[Stored items]
§

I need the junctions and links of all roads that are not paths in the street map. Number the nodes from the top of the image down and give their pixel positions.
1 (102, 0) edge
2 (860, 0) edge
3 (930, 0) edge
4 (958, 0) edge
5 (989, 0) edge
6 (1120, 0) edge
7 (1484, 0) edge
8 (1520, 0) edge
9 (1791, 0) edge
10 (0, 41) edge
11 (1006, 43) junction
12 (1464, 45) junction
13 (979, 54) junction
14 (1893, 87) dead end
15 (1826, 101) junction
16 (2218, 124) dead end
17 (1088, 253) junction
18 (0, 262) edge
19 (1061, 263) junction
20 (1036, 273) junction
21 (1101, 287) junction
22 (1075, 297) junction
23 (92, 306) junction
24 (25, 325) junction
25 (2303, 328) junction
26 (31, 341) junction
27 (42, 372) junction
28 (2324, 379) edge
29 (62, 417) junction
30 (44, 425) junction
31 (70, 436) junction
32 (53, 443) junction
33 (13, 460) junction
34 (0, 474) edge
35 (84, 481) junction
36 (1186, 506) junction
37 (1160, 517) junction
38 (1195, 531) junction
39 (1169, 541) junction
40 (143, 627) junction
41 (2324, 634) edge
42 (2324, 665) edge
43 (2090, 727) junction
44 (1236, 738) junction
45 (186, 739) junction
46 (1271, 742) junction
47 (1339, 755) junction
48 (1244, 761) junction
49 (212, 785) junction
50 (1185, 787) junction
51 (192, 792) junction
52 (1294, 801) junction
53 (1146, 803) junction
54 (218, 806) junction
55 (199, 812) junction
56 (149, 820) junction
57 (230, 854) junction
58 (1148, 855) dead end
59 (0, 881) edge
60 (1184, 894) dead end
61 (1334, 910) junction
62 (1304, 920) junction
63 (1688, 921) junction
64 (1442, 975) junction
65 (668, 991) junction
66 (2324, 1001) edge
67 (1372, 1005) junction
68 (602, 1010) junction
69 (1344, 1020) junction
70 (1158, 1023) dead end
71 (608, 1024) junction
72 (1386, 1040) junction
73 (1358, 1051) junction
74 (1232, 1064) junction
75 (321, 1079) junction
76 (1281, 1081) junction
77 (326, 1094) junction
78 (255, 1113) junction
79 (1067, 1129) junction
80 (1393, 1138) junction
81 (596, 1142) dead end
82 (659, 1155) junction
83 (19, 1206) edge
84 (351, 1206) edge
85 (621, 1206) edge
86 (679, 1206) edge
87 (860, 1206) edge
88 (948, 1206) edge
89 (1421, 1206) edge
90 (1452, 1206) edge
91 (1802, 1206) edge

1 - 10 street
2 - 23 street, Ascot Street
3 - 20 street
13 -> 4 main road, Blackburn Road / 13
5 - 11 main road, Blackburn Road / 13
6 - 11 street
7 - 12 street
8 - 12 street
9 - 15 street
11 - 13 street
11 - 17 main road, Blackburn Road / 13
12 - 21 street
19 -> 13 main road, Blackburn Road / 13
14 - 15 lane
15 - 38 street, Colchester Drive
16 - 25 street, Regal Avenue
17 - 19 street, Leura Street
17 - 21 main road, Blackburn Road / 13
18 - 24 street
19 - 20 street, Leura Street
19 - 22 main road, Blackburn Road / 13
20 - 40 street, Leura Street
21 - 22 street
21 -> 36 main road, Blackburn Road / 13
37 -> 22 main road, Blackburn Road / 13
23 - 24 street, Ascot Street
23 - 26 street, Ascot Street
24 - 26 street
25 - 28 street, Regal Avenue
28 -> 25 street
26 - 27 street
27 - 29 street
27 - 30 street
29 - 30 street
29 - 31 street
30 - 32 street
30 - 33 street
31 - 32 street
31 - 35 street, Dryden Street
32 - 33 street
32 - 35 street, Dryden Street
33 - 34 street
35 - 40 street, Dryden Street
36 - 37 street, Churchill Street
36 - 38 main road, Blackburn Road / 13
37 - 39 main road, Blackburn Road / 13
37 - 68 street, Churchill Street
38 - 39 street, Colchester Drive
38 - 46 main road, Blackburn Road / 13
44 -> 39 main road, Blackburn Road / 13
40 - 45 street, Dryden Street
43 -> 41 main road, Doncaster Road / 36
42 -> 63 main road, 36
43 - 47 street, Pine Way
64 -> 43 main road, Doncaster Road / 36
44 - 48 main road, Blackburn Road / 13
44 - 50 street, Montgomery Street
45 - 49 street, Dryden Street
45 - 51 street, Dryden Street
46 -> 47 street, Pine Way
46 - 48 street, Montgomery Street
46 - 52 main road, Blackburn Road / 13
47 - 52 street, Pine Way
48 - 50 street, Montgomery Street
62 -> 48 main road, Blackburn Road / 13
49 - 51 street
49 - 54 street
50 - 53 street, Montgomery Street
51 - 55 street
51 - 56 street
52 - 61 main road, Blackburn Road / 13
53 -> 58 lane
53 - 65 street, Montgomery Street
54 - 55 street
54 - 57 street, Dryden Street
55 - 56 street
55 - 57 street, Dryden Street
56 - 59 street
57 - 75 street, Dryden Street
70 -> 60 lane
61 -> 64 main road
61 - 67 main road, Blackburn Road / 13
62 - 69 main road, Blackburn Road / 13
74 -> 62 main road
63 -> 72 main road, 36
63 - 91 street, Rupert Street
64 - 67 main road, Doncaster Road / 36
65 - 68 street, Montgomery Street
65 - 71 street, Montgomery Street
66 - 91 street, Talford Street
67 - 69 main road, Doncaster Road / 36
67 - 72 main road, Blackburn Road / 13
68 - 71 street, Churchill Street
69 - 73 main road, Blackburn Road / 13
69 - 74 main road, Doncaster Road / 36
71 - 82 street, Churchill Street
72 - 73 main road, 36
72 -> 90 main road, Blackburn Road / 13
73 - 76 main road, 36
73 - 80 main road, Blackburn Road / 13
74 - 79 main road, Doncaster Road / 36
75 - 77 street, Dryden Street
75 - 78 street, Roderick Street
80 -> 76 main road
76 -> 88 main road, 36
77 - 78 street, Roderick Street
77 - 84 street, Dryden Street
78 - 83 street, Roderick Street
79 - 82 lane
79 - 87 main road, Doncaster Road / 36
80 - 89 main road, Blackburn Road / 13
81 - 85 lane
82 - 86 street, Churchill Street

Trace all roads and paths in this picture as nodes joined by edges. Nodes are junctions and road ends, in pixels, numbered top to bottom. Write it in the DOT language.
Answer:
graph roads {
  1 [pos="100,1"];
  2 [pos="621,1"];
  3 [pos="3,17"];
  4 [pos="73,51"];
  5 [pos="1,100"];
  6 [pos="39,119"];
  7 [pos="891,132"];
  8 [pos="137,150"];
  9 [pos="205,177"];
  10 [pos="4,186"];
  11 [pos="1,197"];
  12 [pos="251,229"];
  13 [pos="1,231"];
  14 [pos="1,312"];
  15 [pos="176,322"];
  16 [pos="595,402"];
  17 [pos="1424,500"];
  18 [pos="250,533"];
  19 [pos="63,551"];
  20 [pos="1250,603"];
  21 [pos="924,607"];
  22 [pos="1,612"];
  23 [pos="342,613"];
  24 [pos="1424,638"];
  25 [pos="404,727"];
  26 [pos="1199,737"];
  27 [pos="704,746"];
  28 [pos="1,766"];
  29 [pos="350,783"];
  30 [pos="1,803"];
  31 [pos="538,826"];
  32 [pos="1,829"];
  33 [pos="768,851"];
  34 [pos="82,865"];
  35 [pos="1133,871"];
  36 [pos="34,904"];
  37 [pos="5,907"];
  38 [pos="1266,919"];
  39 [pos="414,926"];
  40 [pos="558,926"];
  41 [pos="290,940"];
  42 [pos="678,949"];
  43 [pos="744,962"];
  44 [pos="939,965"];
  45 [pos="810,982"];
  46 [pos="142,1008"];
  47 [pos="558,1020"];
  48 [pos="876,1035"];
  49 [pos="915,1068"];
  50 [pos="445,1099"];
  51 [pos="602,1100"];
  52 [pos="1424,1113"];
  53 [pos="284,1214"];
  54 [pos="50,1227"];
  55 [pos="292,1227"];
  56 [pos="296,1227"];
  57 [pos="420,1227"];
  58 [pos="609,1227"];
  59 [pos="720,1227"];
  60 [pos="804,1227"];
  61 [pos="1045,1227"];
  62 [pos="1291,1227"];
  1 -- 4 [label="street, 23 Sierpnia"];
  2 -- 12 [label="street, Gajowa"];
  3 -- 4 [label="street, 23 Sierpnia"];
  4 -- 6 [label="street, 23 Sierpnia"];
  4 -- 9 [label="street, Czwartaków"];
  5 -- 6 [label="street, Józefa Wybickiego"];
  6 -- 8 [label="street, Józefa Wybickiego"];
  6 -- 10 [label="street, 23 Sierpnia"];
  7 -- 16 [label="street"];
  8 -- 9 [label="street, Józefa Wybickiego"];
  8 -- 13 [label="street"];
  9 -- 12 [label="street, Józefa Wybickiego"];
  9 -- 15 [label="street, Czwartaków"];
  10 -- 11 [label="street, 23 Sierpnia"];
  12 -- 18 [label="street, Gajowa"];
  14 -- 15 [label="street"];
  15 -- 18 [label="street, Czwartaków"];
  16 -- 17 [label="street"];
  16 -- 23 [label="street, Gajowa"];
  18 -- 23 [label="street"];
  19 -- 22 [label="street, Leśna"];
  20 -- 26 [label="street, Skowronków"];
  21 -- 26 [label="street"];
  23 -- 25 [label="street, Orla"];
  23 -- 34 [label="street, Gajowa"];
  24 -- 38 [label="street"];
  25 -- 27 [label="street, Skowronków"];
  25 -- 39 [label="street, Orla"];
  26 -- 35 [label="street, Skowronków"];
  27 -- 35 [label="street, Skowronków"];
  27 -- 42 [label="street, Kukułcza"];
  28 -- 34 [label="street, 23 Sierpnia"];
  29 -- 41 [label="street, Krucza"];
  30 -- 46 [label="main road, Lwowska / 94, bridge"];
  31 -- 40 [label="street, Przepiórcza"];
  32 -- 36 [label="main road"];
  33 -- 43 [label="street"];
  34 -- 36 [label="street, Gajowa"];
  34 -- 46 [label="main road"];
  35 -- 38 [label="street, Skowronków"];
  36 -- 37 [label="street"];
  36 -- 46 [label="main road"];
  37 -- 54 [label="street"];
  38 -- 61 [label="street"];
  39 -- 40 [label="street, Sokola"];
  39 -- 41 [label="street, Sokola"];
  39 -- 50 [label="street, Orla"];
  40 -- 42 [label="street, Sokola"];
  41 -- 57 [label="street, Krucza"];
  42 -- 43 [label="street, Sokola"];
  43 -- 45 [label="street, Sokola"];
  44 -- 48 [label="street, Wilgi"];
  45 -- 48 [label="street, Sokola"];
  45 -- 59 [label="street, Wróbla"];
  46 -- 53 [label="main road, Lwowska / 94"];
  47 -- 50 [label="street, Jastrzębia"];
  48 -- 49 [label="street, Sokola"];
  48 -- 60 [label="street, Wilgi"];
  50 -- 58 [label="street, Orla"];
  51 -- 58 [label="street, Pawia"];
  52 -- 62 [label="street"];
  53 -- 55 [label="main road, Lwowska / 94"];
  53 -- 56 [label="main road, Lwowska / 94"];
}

§

• Task directions:
Filter the records above down to the lines that hold the string "Wilgi".

• Result:
  44 -- 48 [label="street, Wilgi"];
  48 -- 60 [label="street, Wilgi"];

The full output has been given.